Once they had her, they stopped killing. They took only her. And one other.

I did not appear too interested. I rose and went back to the cold-room. I emerged with more cheese. I sat down at the table, broke off a respectable piece, and placed it before the cat. He looked down at it, then up at me. They took a woman.

Lady Shun.

I do not bother with the names of humans. But that might have been her name. He bent his head to eat his cheese.

“The girl who promised you fish and sausages. Did they . . . hurt her?”

He finished part of the cheese, sat up, and then suddenly decided to groom his front claws. I waited. After a time, he looked up at me. I scratched her once. Hard. She took it. He hunched over the remainder of the cheese. Pain is not the thing she fears. I teetered between feeling comforted and horrified. I left him eating and went back to the estate study. The boy did not stir as I put the last of the wood into the fire. With a sigh, I took up Chade’s wet cloak and the lantern I’d earlier taken from the door servant. I lit it again and carried it down the hall.

My errand had been firewood, but when I stepped outside into the clear night, my mind cleared. The bite of the cold seized me and the terrible lassitude that was misting my mind receded a bit in the physical discomfort. I walked instead to the burnt ruin of my stables. As I did so, I crossed the drive in front of Withywoods. Snow had fallen recently. There were no tracks to read. I moved in wide circles around the stable and then between the house and stables, looking for sleigh tracks. But the fresh snow had gentled all tracks to dimples. The tracks the runners had left were indistinguishable from the marks of the carts and wagons we used on the estate. I walked through the darkness down the long drive that led up to Withy. Somewhere Per had bled and somewhere Bee had been captured. But I found no traces of either event. I found my horse’s tracks, and the hoofprints of Sildwell’s horse. No others. No one else had come this way for days. Falling snow and wind had softened all traces of the raiders’ passage as smoothly as whatever magic had misted my people’s memories of them.

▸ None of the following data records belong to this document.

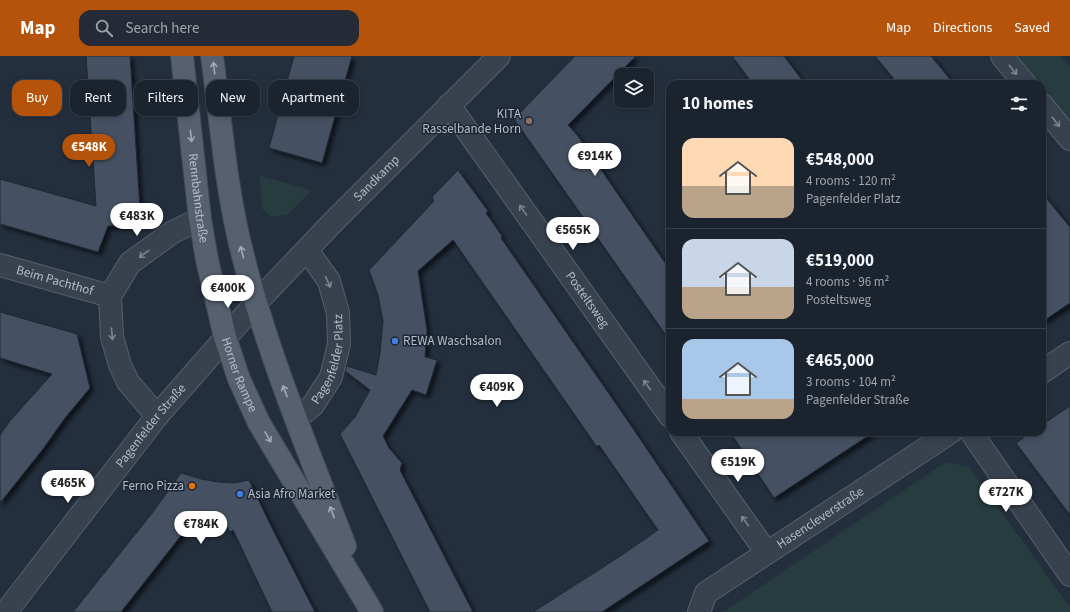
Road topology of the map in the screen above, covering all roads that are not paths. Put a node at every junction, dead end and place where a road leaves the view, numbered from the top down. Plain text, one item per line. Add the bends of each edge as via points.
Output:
1 (182, 56) edge
2 (212, 56) edge
3 (499, 56) edge
4 (1002, 56) edge
5 (1022, 80) edge
6 (449, 106) junction
7 (1046, 110) edge
8 (1070, 139) edge
9 (200, 219) junction
10 (307, 250) junction
11 (0, 265) edge
12 (110, 296) junction
13 (256, 303) junction
14 (226, 337) junction
15 (1070, 353) edge
16 (1046, 369) edge
17 (666, 410) edge
18 (157, 416) junction
19 (296, 419) junction
20 (684, 436) edge
21 (945, 436) edge
22 (974, 436) edge
23 (767, 553) junction
24 (1070, 575) edge
25 (369, 606) edge
26 (6, 612) edge
27 (698, 612) edge

1 -> 9 main road, Rennbahnstraße
13 -> 2 main road via 232,206
3 - 6 street, Sandkamp
4 -> 5 street
6 - 10 street, Sandkamp
17 -> 6 street, Posteltsweg
7 -> 8 street
9 -> 12 street via 173,232 130,264
9 - 14 main road, Rennbahnstraße
10 - 13 street, Sandkamp
10 -> 19 street, Pagenfelder Platz via 329,281 338,313 339,344 331,377 313,404
11 - 12 street, Beim Pachthof
12 -> 18 street via 112,337 120,365 128,382
13 - 14 street, Horner Rampe
19 -> 13 main road, Horner Rampe
14 - 18 street, Pagenfelder Straße
14 -> 25 main road, Horner Rampe via 239,379 259,423
15 - 16 street
18 - 26 street, Pagenfelder Straße
25 -> 19 main road, Horner Rampe
23 -> 20 street
21 - 23 street, Hasencleverstraße
22 - 24 street
23 - 27 street, Hasencleverstraße via 706,593

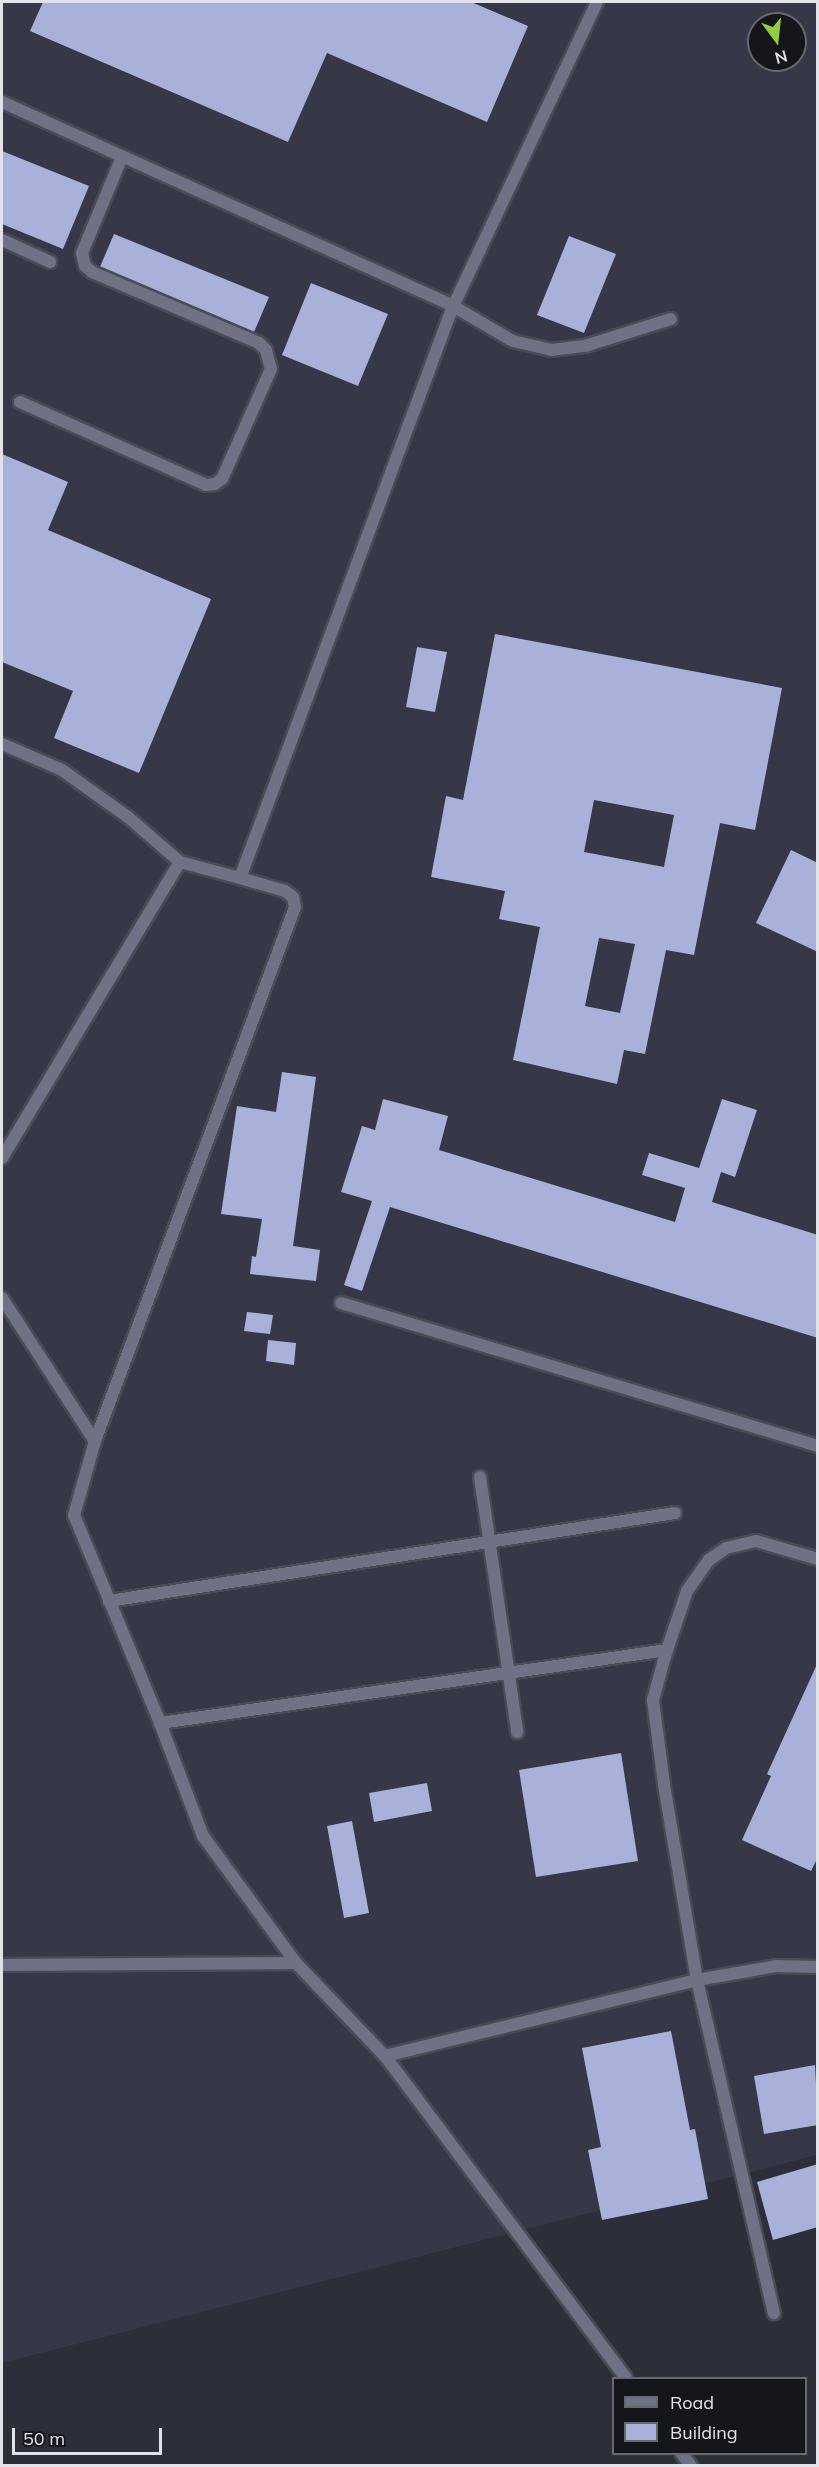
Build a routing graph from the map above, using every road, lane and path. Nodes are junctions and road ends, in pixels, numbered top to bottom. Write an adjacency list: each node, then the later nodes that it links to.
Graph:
1 (597, 2): 6 (street)
2 (2, 102): 3 (street)
3 (122, 157): 6 (street); 8 (street)
4 (2, 240): 5 (street)
5 (50, 262)
6 (453, 306): 7 (street); 11 (street)
7 (671, 319)
8 (20, 402)
9 (2, 744): 10 (street)
10 (180, 862): 11 (street); 12 (street)
11 (240, 878): 15 (street)
12 (2, 1158)
13 (2, 1298): 15 (street)
14 (341, 1303): 16 (street)
15 (95, 1441): 21 (street)
16 (818, 1446)
17 (480, 1477): 19 (street)
18 (675, 1513): 19 (street)
19 (490, 1542): 21 (street); 23 (street)
20 (818, 1559): 22 (street)
21 (109, 1601): 24 (street)
22 (667, 1650): 23 (street); 29 (street)
23 (508, 1673): 24 (street); 25 (street)
24 (160, 1723): 26 (street)
25 (518, 1732)
26 (297, 1963): 27 (street); 30 (street)
27 (2, 1965)
28 (818, 1966): 29 (street)
29 (697, 1980): 30 (street); 31 (street)
30 (385, 2056): 32 (street)
31 (774, 2313)
32 (625, 2377)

I stood for a time staring off into the darkness as the wind chilled and stiffened my body. Where had they taken my child and why? What good was it to be a prince if he was as helpless as a penniless bastard?

I turned and walked slowly up the carriageway to the manor, feeling as if I breasted an icy winter storm. I did not want to go to this place. With every step, I felt more downhearted. I went slowly to one of the firewood stacks and filled a sling of my cloak with enough wood for what remained of the night. My steps dragged as I carried it up the steps of my home.